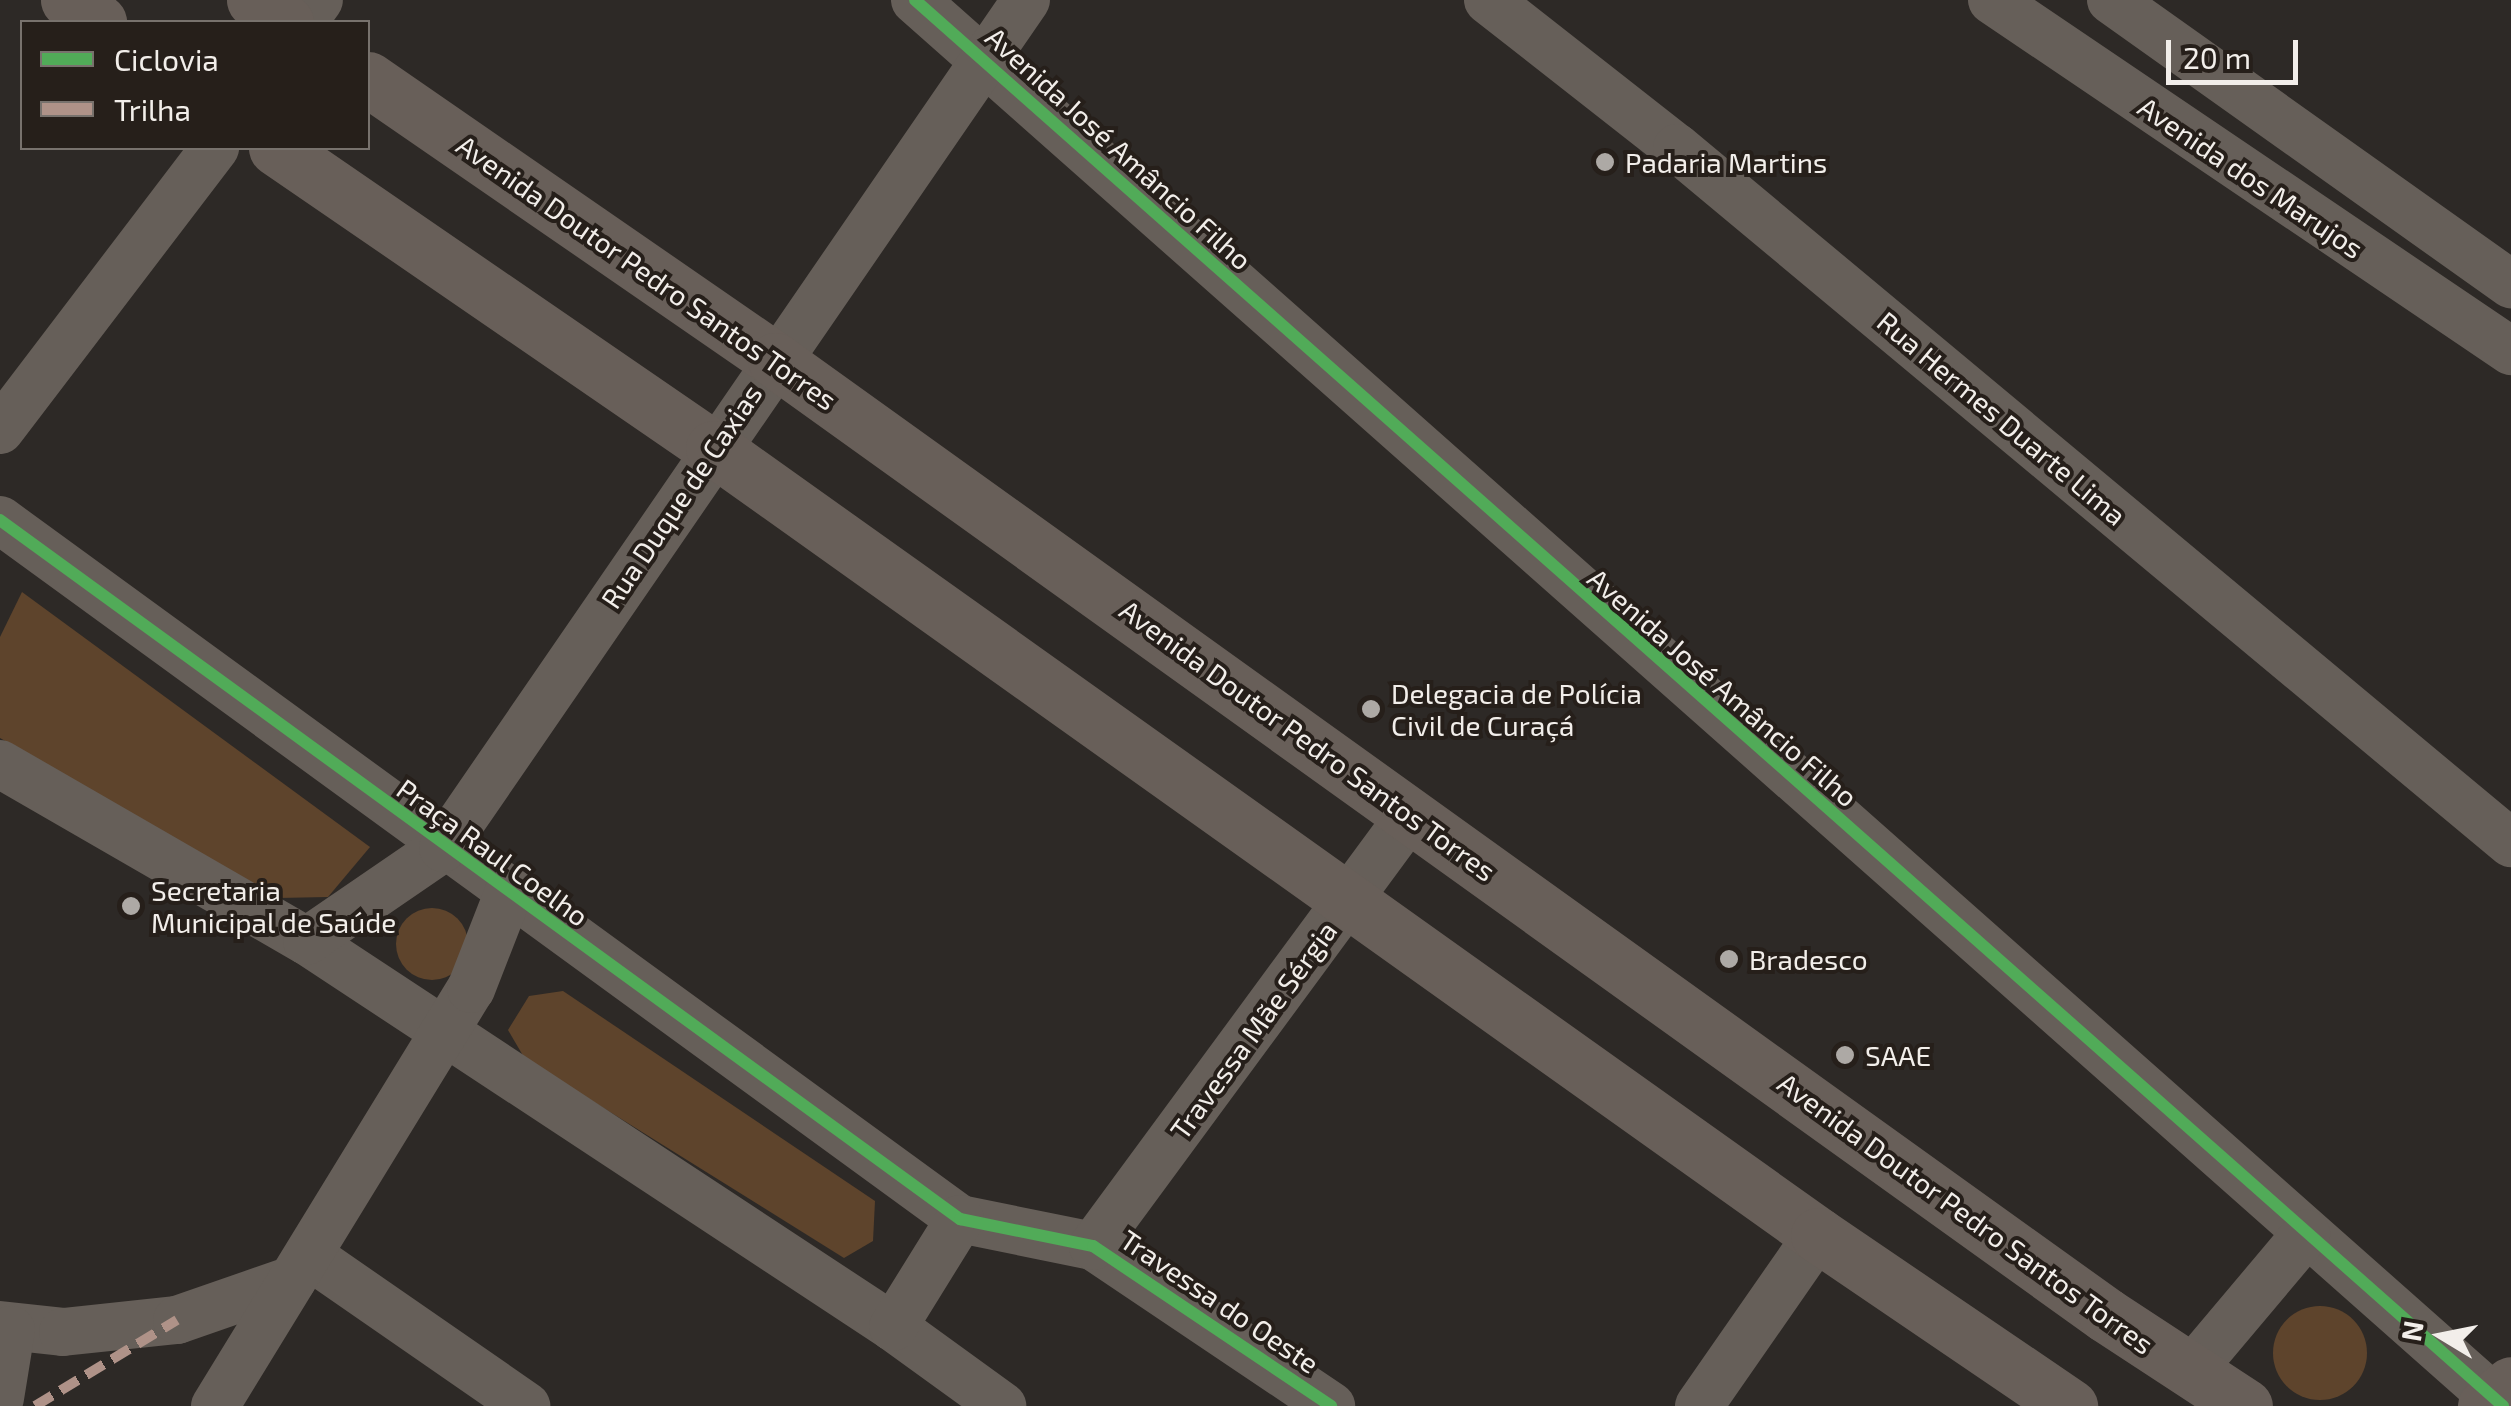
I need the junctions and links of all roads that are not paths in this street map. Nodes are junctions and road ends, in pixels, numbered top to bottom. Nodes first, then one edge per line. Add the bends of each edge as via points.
1 (68, 0) edge
2 (254, 0) edge
3 (915, 0) edge
4 (1026, 0) edge
5 (1488, 0) edge
6 (1992, 0) edge
7 (2111, 0) edge
8 (97, 20) edge
9 (283, 20) edge
10 (983, 59) junction
11 (370, 79) edge
12 (213, 150) edge
13 (279, 150) edge
14 (2511, 284) edge
15 (2511, 351) edge
16 (775, 360) junction
17 (0, 430) edge
18 (713, 448) junction
19 (0, 520) edge
20 (0, 764) edge
21 (1411, 814) junction
22 (2511, 843) edge
23 (443, 848) junction
24 (508, 894) junction
25 (1351, 897) junction
26 (307, 941) junction
27 (445, 1030) junction
28 (960, 1219) junction
29 (2306, 1234) junction
30 (1818, 1235) junction
31 (1094, 1246) junction
32 (302, 1269) junction
33 (6, 1327) edge
34 (893, 1327) junction
35 (2189, 1372) junction
36 (0, 1398) edge
37 (2498, 1399) edge
38 (216, 1406) edge
39 (526, 1406) edge
40 (1002, 1406) edge
41 (1331, 1406) edge
42 (1699, 1406) edge
43 (2070, 1406) edge
44 (2245, 1406) edge

1 - 8 main road
2 - 9 main road
3 - 10 street, Avenida José Amâncio Filho
4 - 10 street, Rua Duque de Caxias
5 - 22 street, Rua Hermes Duarte Lima via 1678,148
6 - 15 street, Avenida dos Marujos
7 - 14 street
10 - 16 street, Rua Duque de Caxias
10 - 29 street, Avenida José Amâncio Filho
11 - 16 main road, Avenida Doutor Pedro Santos Torres
12 - 17 street
13 - 18 main road
16 - 18 street, Rua Duque de Caxias
16 - 21 main road, Avenida Doutor Pedro Santos Torres
18 - 23 street, Rua Duque de Caxias
18 - 25 main road
19 - 23 street, Praça Raul Coelho
20 - 26 street
21 - 25 street, Travessa Mãe Sérgia
21 - 35 main road, Avenida Doutor Pedro Santos Torres
23 - 24 street, Praça Raul Coelho
23 - 26 street
24 - 27 street via 487,957
24 - 28 street, Praça Raul Coelho
25 - 30 main road
25 - 31 street, Travessa Mãe Sérgia
26 - 27 street
27 - 32 street
27 - 34 street
28 - 31 street, Travessa do Oeste
28 - 34 street
29 - 35 street
29 - 37 street, Avenida José Amâncio Filho
30 - 42 street
30 - 43 main road
31 - 41 street, Travessa do Oeste
32 - 33 street via 177,1320 63,1332
32 - 38 street
32 - 39 street
33 - 36 street
34 - 40 street
35 - 44 main road, Avenida Doutor Pedro Santos Torres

» **BRIEF**: Retype the listing above exactly, pictures excluded.

» **RESULT OF THIS TASK**:
I need the junctions and links of all roads that are not paths in this street map. Nodes are junctions and road ends, in pixels, numbered top to bottom. Nodes first, then one edge per line. Add the bends of each edge as via points.
1 (68, 0) edge
2 (254, 0) edge
3 (915, 0) edge
4 (1026, 0) edge
5 (1488, 0) edge
6 (1992, 0) edge
7 (2111, 0) edge
8 (97, 20) edge
9 (283, 20) edge
10 (983, 59) junction
11 (370, 79) edge
12 (213, 150) edge
13 (279, 150) edge
14 (2511, 284) edge
15 (2511, 351) edge
16 (775, 360) junction
17 (0, 430) edge
18 (713, 448) junction
19 (0, 520) edge
20 (0, 764) edge
21 (1411, 814) junction
22 (2511, 843) edge
23 (443, 848) junction
24 (508, 894) junction
25 (1351, 897) junction
26 (307, 941) junction
27 (445, 1030) junction
28 (960, 1219) junction
29 (2306, 1234) junction
30 (1818, 1235) junction
31 (1094, 1246) junction
32 (302, 1269) junction
33 (6, 1327) edge
34 (893, 1327) junction
35 (2189, 1372) junction
36 (0, 1398) edge
37 (2498, 1399) edge
38 (216, 1406) edge
39 (526, 1406) edge
40 (1002, 1406) edge
41 (1331, 1406) edge
42 (1699, 1406) edge
43 (2070, 1406) edge
44 (2245, 1406) edge

1 - 8 main road
2 - 9 main road
3 - 10 street, Avenida José Amâncio Filho
4 - 10 street, Rua Duque de Caxias
5 - 22 street, Rua Hermes Duarte Lima via 1678,148
6 - 15 street, Avenida dos Marujos
7 - 14 street
10 - 16 street, Rua Duque de Caxias
10 - 29 street, Avenida José Amâncio Filho
11 - 16 main road, Avenida Doutor Pedro Santos Torres
12 - 17 street
13 - 18 main road
16 - 18 street, Rua Duque de Caxias
16 - 21 main road, Avenida Doutor Pedro Santos Torres
18 - 23 street, Rua Duque de Caxias
18 - 25 main road
19 - 23 street, Praça Raul Coelho
20 - 26 street
21 - 25 street, Travessa Mãe Sérgia
21 - 35 main road, Avenida Doutor Pedro Santos Torres
23 - 24 street, Praça Raul Coelho
23 - 26 street
24 - 27 street via 487,957
24 - 28 street, Praça Raul Coelho
25 - 30 main road
25 - 31 street, Travessa Mãe Sérgia
26 - 27 street
27 - 32 street
27 - 34 street
28 - 31 street, Travessa do Oeste
28 - 34 street
29 - 35 street
29 - 37 street, Avenida José Amâncio Filho
30 - 42 street
30 - 43 main road
31 - 41 street, Travessa do Oeste
32 - 33 street via 177,1320 63,1332
32 - 38 street
32 - 39 street
33 - 36 street
34 - 40 street
35 - 44 main road, Avenida Doutor Pedro Santos Torres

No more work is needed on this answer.